[Entries taken from a collection]
»»
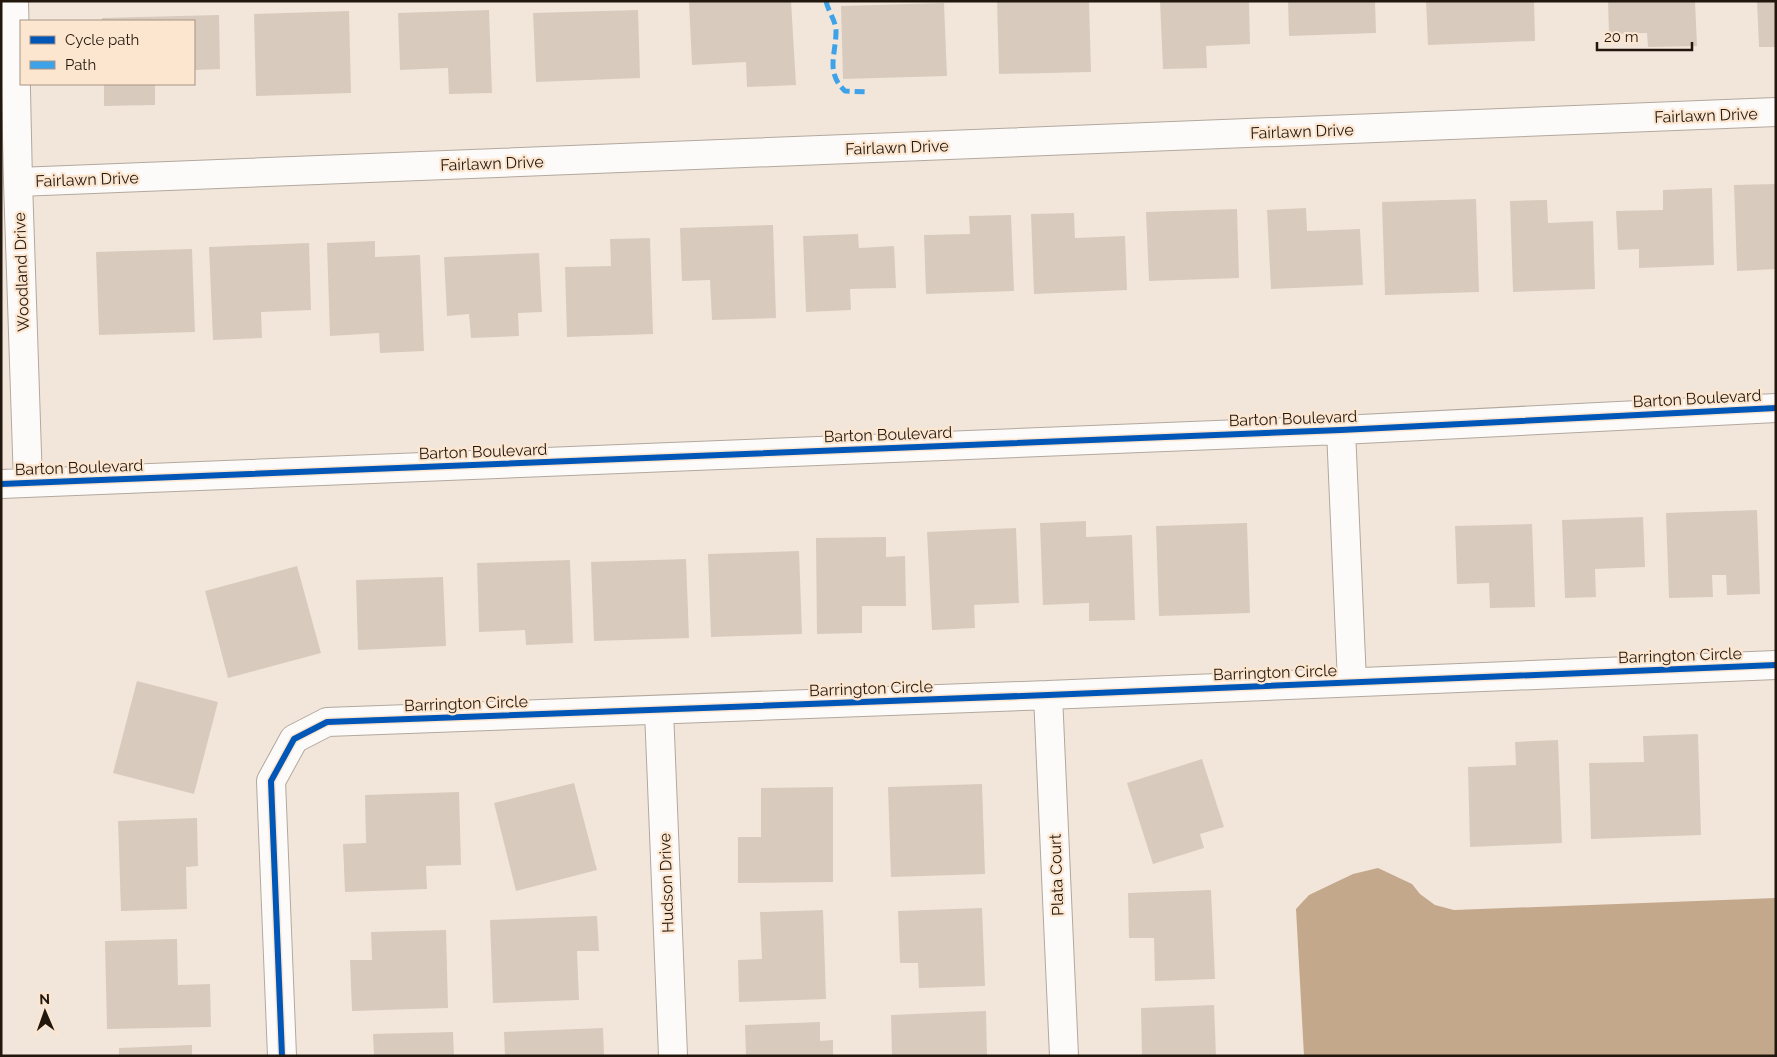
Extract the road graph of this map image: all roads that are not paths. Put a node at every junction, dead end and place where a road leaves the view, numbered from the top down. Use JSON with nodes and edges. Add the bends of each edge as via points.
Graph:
{"nodes":[{"id":1,"x":14,"y":1,"type":"edge"},
{"id":2,"x":1776,"y":112,"type":"edge"},
{"id":3,"x":18,"y":182,"type":"junction"},
{"id":4,"x":1776,"y":408,"type":"edge"},
{"id":5,"x":1341,"y":430,"type":"junction"},
{"id":6,"x":28,"y":483,"type":"junction"},
{"id":7,"x":1,"y":484,"type":"edge"},
{"id":8,"x":1776,"y":665,"type":"edge"},
{"id":9,"x":1352,"y":682,"type":"junction"},
{"id":10,"x":1048,"y":695,"type":"junction"},
{"id":11,"x":659,"y":710,"type":"junction"},
{"id":12,"x":282,"y":1056,"type":"edge"},
{"id":13,"x":673,"y":1056,"type":"edge"},
{"id":14,"x":1064,"y":1056,"type":"edge"}],
"edges":[{"from":1,"to":3,"type":"street","name":"Woodland Drive"},
{"from":2,"to":3,"type":"street","name":"Fairlawn Drive"},
{"from":3,"to":6,"type":"street","name":"Woodland Drive"},
{"from":4,"to":5,"type":"street","name":"Barton Boulevard"},
{"from":5,"to":6,"type":"street","name":"Barton Boulevard"},
{"from":5,"to":9,"type":"street","name":"Barrington Circle"},
{"from":6,"to":7,"type":"street","name":"Barton Boulevard"},
{"from":8,"to":9,"type":"street","name":"Barrington Circle"},
{"from":9,"to":10,"type":"street","name":"Barrington Circle"},
{"from":10,"to":11,"type":"street","name":"Barrington Circle"},
{"from":10,"to":14,"type":"street","name":"Plata Court"},
{"from":11,"to":12,"type":"street","name":"Barrington Circle","via":[[327,722],[294,739],[271,780]]},
{"from":11,"to":13,"type":"street","name":"Hudson Drive"}]}
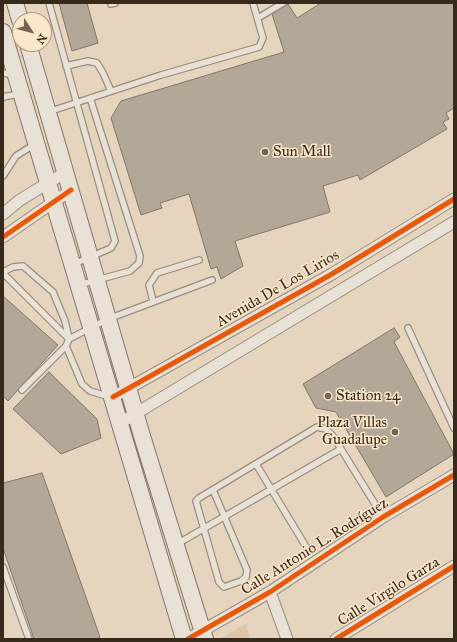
««
*WHAT THIS TASK INVOLVES*:
The entries above are to be repeated exactly, except for any pictures.

*COMPLETED TASK*:
Extract the road graph of this map image: all roads that are not paths. Put a node at every junction, dead end and place where a road leaves the view, numbered from the top down. Use JSON with nodes and edges. Add the bends of each edge as via points.
Graph:
{"nodes":[{"id":1,"x":14,"y":1,"type":"edge"},
{"id":2,"x":1776,"y":112,"type":"edge"},
{"id":3,"x":18,"y":182,"type":"junction"},
{"id":4,"x":1776,"y":408,"type":"edge"},
{"id":5,"x":1341,"y":430,"type":"junction"},
{"id":6,"x":28,"y":483,"type":"junction"},
{"id":7,"x":1,"y":484,"type":"edge"},
{"id":8,"x":1776,"y":665,"type":"edge"},
{"id":9,"x":1352,"y":682,"type":"junction"},
{"id":10,"x":1048,"y":695,"type":"junction"},
{"id":11,"x":659,"y":710,"type":"junction"},
{"id":12,"x":282,"y":1056,"type":"edge"},
{"id":13,"x":673,"y":1056,"type":"edge"},
{"id":14,"x":1064,"y":1056,"type":"edge"}],
"edges":[{"from":1,"to":3,"type":"street","name":"Woodland Drive"},
{"from":2,"to":3,"type":"street","name":"Fairlawn Drive"},
{"from":3,"to":6,"type":"street","name":"Woodland Drive"},
{"from":4,"to":5,"type":"street","name":"Barton Boulevard"},
{"from":5,"to":6,"type":"street","name":"Barton Boulevard"},
{"from":5,"to":9,"type":"street","name":"Barrington Circle"},
{"from":6,"to":7,"type":"street","name":"Barton Boulevard"},
{"from":8,"to":9,"type":"street","name":"Barrington Circle"},
{"from":9,"to":10,"type":"street","name":"Barrington Circle"},
{"from":10,"to":11,"type":"street","name":"Barrington Circle"},
{"from":10,"to":14,"type":"street","name":"Plata Court"},
{"from":11,"to":12,"type":"street","name":"Barrington Circle","via":[[327,722],[294,739],[271,780]]},
{"from":11,"to":13,"type":"street","name":"Hudson Drive"}]}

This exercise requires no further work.